Work request =
All of the records must be set down again word for word.

--

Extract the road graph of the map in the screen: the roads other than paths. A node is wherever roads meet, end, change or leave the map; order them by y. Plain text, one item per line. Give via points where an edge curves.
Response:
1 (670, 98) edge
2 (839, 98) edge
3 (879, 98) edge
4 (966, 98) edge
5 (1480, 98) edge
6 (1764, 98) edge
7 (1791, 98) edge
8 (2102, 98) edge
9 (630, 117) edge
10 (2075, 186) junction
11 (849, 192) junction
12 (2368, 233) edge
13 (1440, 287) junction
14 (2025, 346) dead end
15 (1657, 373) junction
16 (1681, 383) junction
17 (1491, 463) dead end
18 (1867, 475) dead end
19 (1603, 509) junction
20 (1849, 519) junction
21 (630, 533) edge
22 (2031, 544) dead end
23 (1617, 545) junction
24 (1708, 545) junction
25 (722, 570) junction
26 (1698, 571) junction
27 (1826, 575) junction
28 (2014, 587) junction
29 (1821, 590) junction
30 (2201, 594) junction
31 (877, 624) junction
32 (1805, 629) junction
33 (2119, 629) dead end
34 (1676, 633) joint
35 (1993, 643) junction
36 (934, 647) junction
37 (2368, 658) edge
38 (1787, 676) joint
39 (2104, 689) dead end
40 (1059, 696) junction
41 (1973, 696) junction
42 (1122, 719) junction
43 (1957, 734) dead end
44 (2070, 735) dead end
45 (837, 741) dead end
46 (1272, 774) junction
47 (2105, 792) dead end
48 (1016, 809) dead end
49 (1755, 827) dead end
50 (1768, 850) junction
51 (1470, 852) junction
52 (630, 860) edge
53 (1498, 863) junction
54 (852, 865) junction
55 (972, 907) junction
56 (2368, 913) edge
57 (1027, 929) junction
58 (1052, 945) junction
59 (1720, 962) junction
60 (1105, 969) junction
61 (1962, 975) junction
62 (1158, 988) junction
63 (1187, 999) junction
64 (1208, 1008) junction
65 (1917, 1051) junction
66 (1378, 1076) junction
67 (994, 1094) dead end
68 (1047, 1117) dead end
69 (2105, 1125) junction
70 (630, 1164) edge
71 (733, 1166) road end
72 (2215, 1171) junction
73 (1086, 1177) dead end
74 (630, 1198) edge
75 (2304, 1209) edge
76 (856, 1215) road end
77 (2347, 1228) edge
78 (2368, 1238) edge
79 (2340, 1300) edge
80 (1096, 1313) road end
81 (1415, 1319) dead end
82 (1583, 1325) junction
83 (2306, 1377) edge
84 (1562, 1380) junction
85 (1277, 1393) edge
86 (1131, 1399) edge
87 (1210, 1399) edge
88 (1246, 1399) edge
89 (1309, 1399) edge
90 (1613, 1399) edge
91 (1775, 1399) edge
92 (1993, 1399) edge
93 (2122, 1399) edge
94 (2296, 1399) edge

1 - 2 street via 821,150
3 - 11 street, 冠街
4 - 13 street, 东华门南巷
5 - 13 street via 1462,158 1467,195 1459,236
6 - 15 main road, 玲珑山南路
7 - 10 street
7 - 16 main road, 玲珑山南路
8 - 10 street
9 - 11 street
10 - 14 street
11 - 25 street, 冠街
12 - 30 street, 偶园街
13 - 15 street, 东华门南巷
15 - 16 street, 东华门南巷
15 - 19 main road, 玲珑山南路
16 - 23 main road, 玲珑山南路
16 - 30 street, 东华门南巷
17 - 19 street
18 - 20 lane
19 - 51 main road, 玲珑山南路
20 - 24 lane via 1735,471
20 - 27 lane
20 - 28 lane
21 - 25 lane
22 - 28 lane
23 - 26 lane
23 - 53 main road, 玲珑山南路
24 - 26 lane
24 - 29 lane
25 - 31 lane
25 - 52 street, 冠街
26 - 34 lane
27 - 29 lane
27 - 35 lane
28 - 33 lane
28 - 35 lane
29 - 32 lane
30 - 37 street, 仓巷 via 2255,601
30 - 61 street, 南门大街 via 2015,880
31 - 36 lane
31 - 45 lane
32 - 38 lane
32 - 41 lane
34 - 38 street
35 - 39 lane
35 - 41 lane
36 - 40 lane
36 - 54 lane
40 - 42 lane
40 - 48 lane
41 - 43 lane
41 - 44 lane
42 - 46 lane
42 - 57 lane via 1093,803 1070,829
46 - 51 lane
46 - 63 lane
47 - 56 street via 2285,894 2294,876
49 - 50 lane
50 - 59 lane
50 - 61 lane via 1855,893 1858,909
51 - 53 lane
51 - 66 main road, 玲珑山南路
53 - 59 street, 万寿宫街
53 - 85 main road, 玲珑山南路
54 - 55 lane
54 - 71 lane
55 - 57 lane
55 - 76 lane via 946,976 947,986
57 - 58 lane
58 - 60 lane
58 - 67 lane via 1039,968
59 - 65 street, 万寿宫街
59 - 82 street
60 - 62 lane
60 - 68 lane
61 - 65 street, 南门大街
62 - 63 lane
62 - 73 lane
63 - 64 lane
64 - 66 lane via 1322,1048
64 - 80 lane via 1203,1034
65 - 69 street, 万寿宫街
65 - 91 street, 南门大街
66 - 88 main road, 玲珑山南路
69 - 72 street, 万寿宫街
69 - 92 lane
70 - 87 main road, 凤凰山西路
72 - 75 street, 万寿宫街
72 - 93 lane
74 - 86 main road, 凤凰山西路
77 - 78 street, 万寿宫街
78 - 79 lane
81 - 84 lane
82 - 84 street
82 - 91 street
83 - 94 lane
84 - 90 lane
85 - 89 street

--

Answer to the exercise =
Extract the road graph of the map in the screen: the roads other than paths. A node is wherever roads meet, end, change or leave the map; order them by y. Plain text, one item per line. Give via points where an edge curves.
Response:
1 (670, 98) edge
2 (839, 98) edge
3 (879, 98) edge
4 (966, 98) edge
5 (1480, 98) edge
6 (1764, 98) edge
7 (1791, 98) edge
8 (2102, 98) edge
9 (630, 117) edge
10 (2075, 186) junction
11 (849, 192) junction
12 (2368, 233) edge
13 (1440, 287) junction
14 (2025, 346) dead end
15 (1657, 373) junction
16 (1681, 383) junction
17 (1491, 463) dead end
18 (1867, 475) dead end
19 (1603, 509) junction
20 (1849, 519) junction
21 (630, 533) edge
22 (2031, 544) dead end
23 (1617, 545) junction
24 (1708, 545) junction
25 (722, 570) junction
26 (1698, 571) junction
27 (1826, 575) junction
28 (2014, 587) junction
29 (1821, 590) junction
30 (2201, 594) junction
31 (877, 624) junction
32 (1805, 629) junction
33 (2119, 629) dead end
34 (1676, 633) joint
35 (1993, 643) junction
36 (934, 647) junction
37 (2368, 658) edge
38 (1787, 676) joint
39 (2104, 689) dead end
40 (1059, 696) junction
41 (1973, 696) junction
42 (1122, 719) junction
43 (1957, 734) dead end
44 (2070, 735) dead end
45 (837, 741) dead end
46 (1272, 774) junction
47 (2105, 792) dead end
48 (1016, 809) dead end
49 (1755, 827) dead end
50 (1768, 850) junction
51 (1470, 852) junction
52 (630, 860) edge
53 (1498, 863) junction
54 (852, 865) junction
55 (972, 907) junction
56 (2368, 913) edge
57 (1027, 929) junction
58 (1052, 945) junction
59 (1720, 962) junction
60 (1105, 969) junction
61 (1962, 975) junction
62 (1158, 988) junction
63 (1187, 999) junction
64 (1208, 1008) junction
65 (1917, 1051) junction
66 (1378, 1076) junction
67 (994, 1094) dead end
68 (1047, 1117) dead end
69 (2105, 1125) junction
70 (630, 1164) edge
71 (733, 1166) road end
72 (2215, 1171) junction
73 (1086, 1177) dead end
74 (630, 1198) edge
75 (2304, 1209) edge
76 (856, 1215) road end
77 (2347, 1228) edge
78 (2368, 1238) edge
79 (2340, 1300) edge
80 (1096, 1313) road end
81 (1415, 1319) dead end
82 (1583, 1325) junction
83 (2306, 1377) edge
84 (1562, 1380) junction
85 (1277, 1393) edge
86 (1131, 1399) edge
87 (1210, 1399) edge
88 (1246, 1399) edge
89 (1309, 1399) edge
90 (1613, 1399) edge
91 (1775, 1399) edge
92 (1993, 1399) edge
93 (2122, 1399) edge
94 (2296, 1399) edge

1 - 2 street via 821,150
3 - 11 street, 冠街
4 - 13 street, 东华门南巷
5 - 13 street via 1462,158 1467,195 1459,236
6 - 15 main road, 玲珑山南路
7 - 10 street
7 - 16 main road, 玲珑山南路
8 - 10 street
9 - 11 street
10 - 14 street
11 - 25 street, 冠街
12 - 30 street, 偶园街
13 - 15 street, 东华门南巷
15 - 16 street, 东华门南巷
15 - 19 main road, 玲珑山南路
16 - 23 main road, 玲珑山南路
16 - 30 street, 东华门南巷
17 - 19 street
18 - 20 lane
19 - 51 main road, 玲珑山南路
20 - 24 lane via 1735,471
20 - 27 lane
20 - 28 lane
21 - 25 lane
22 - 28 lane
23 - 26 lane
23 - 53 main road, 玲珑山南路
24 - 26 lane
24 - 29 lane
25 - 31 lane
25 - 52 street, 冠街
26 - 34 lane
27 - 29 lane
27 - 35 lane
28 - 33 lane
28 - 35 lane
29 - 32 lane
30 - 37 street, 仓巷 via 2255,601
30 - 61 street, 南门大街 via 2015,880
31 - 36 lane
31 - 45 lane
32 - 38 lane
32 - 41 lane
34 - 38 street
35 - 39 lane
35 - 41 lane
36 - 40 lane
36 - 54 lane
40 - 42 lane
40 - 48 lane
41 - 43 lane
41 - 44 lane
42 - 46 lane
42 - 57 lane via 1093,803 1070,829
46 - 51 lane
46 - 63 lane
47 - 56 street via 2285,894 2294,876
49 - 50 lane
50 - 59 lane
50 - 61 lane via 1855,893 1858,909
51 - 53 lane
51 - 66 main road, 玲珑山南路
53 - 59 street, 万寿宫街
53 - 85 main road, 玲珑山南路
54 - 55 lane
54 - 71 lane
55 - 57 lane
55 - 76 lane via 946,976 947,986
57 - 58 lane
58 - 60 lane
58 - 67 lane via 1039,968
59 - 65 street, 万寿宫街
59 - 82 street
60 - 62 lane
60 - 68 lane
61 - 65 street, 南门大街
62 - 63 lane
62 - 73 lane
63 - 64 lane
64 - 66 lane via 1322,1048
64 - 80 lane via 1203,1034
65 - 69 street, 万寿宫街
65 - 91 street, 南门大街
66 - 88 main road, 玲珑山南路
69 - 72 street, 万寿宫街
69 - 92 lane
70 - 87 main road, 凤凰山西路
72 - 75 street, 万寿宫街
72 - 93 lane
74 - 86 main road, 凤凰山西路
77 - 78 street, 万寿宫街
78 - 79 lane
81 - 84 lane
82 - 84 street
82 - 91 street
83 - 94 lane
84 - 90 lane
85 - 89 street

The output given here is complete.